Tom Lewis – Washington
Office 365 – Started three years ago – wanted to move live@edu users to O365 and then open to campus. Timeline was July-November 2011. Asked Microsoft for a test tenant – they didn’t understand why one was needed. September-October 2011 – Uh-oh. Dogfood tenant finally provisioned by Microsoft. Not a true Edu tenant or XL size. November-December 2011 – Eyes opening widely. Deep dive with Microsoft on O365 and US environment. Contracted with Premier Deployment team – more discovery on how bad the migration for Live@edu would be. Microsoft’s support for O365 was poor. Came up with Strawman for migration. January-February 2012 – Holding. Couldn’t get right tenant. UW Medicine wanted to move to O365. March – May 2012 – More holding. Decided to freeze live@edu tenant (with change of domain name) and create new O365 tenant. Problems with DirSync, problems with FIM. Lots of false steps. June-August 2012 – More holding. Contract should be ready to go by July 1st. Another strawman for migration finalized. Septemebr-December 2012 – 1 of many stages of grief. Microsoft switched contract. Major outage of live@edu. Finally got right contract signed in November.

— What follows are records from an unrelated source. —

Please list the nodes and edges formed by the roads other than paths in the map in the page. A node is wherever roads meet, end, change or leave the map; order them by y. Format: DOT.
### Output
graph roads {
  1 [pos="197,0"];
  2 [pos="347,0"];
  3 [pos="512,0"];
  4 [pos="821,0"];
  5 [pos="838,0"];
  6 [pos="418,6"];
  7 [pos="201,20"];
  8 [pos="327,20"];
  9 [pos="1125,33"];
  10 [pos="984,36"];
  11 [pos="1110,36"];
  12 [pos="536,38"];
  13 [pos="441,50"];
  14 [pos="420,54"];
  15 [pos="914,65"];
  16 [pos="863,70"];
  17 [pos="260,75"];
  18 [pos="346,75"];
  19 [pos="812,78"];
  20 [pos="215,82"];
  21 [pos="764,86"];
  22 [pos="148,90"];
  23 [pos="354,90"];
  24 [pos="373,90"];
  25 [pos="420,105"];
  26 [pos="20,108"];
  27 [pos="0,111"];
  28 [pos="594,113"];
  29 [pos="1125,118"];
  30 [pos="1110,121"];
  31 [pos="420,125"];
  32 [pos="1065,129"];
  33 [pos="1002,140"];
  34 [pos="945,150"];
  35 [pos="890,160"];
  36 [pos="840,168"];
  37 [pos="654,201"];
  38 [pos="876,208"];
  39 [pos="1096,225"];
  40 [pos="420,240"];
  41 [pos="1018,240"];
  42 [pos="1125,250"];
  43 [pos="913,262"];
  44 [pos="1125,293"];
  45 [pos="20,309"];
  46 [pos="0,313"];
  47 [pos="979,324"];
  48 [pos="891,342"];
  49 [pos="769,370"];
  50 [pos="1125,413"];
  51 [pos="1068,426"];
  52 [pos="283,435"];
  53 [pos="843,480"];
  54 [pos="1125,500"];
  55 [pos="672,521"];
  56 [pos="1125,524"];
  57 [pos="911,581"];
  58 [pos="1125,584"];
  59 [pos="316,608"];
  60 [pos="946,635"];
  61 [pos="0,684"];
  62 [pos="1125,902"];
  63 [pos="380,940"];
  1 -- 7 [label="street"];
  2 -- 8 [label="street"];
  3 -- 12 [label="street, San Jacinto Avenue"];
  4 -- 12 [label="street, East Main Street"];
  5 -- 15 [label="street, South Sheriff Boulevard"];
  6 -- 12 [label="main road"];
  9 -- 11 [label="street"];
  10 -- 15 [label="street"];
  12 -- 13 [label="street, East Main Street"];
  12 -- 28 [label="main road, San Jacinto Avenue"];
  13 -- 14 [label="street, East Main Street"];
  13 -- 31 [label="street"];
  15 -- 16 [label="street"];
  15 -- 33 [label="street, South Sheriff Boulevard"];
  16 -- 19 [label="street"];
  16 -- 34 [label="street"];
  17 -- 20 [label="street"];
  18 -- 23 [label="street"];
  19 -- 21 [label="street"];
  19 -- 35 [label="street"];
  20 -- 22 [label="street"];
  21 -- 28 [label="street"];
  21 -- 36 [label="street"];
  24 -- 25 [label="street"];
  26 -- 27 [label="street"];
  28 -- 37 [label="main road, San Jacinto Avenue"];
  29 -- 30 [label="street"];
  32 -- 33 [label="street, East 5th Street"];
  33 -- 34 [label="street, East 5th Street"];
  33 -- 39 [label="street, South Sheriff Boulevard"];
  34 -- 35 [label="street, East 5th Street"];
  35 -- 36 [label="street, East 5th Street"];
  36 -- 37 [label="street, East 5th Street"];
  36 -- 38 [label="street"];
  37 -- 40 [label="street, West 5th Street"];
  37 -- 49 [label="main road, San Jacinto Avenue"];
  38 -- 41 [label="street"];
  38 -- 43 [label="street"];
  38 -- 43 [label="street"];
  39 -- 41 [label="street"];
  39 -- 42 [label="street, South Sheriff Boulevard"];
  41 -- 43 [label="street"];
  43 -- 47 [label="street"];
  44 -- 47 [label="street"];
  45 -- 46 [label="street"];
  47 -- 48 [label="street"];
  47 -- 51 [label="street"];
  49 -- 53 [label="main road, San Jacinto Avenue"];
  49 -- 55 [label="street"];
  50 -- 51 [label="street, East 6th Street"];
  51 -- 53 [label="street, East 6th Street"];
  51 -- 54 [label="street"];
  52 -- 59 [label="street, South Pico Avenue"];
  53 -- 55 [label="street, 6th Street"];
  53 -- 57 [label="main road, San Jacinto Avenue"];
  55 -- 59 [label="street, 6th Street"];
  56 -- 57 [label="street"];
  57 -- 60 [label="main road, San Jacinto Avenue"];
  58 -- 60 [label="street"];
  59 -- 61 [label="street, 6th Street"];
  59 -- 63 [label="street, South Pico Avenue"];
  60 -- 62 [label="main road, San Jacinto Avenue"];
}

Talks with Microsoft to confirm proper support for O365. January-April 2013 – Grief dminishes. Scrapped Wave 14 and go to Wave 15. Microsfot provisions WAVE 15 tenants. May-August 2013- Change of direction. Started with migrating live@edu users and opening open access. Moved local Exchange users from phase 2 to phase 1. Migrating local Exchange to online Exchange was problematic. Spun up SkyDrive Pro and Lync Online. September – December 2013 – Progress finally. Contract with Cloudbearing to migrate live@edu. January 2014 – April 2014 – Migrating mass amounts of users. Exchange online seems to work well, OneDrive works well, Lync works well for Windows users, not so much for Macs.
Lessons learned – Microsoft O365 technologies and support are not mature, so continued engagement required. O365 Teams still working at cross purposes. Many things are not so enterprise with licensing and otherwise. They will often release things to your tenant that will enable things that bust your HIPAA compliance. Verify and then trust with Microsoft and their partners. NET+ helps.
Campus Change Management – Email costs will not diminish for a while (if ever). Communicate the timelines, communicate the details – lots of community meetings, public product backlog, talk up the value. Work closely in pilot mode with department IT, early adopters. Pilot early pilot for looooong time. Creat a public and open communication channel
Policy Implications – Account lifecycle management is a beast in the cloud. WHen to deprovision? Whither Alumni? Employee separation process is messy. Public product backlog. Prepare for lots of discussion on e-discovery. Engage early and often with your counsel.
Alan Crosswell – Columbia
Big HIPAA settlement from data breach. Had previously worked on consolidating data classification and security policies, harmonizing across research, medical, education. Using Code Green for digital loss prevention. Have not turned on Google Drive for fears about sharing the wrong kinds of data. Piloting CloudLock for DLP on Google Drive. Also looked at CipherCloud, but didn’t biy.
DLP Challenges & benefits – Per user costs (about $9/user/year), added 1 FTE DLP admin, delayed roll out of Google Drive, had to increase CloudLock scanning to 3x daily to staisfy OGC, need to inform faculty tha ttheir stuff is being scanned, evidence that they are avoiding potential disclosures.
Bob Carrozoni – Cornell
Cloud feels like the new normal, but there’s a lot more to figure out.
Seeing a lot of crowd-sourcing – piloting TopCoder. Crowd = Skilled staff as a Service. Metered payment, scalable, elastic.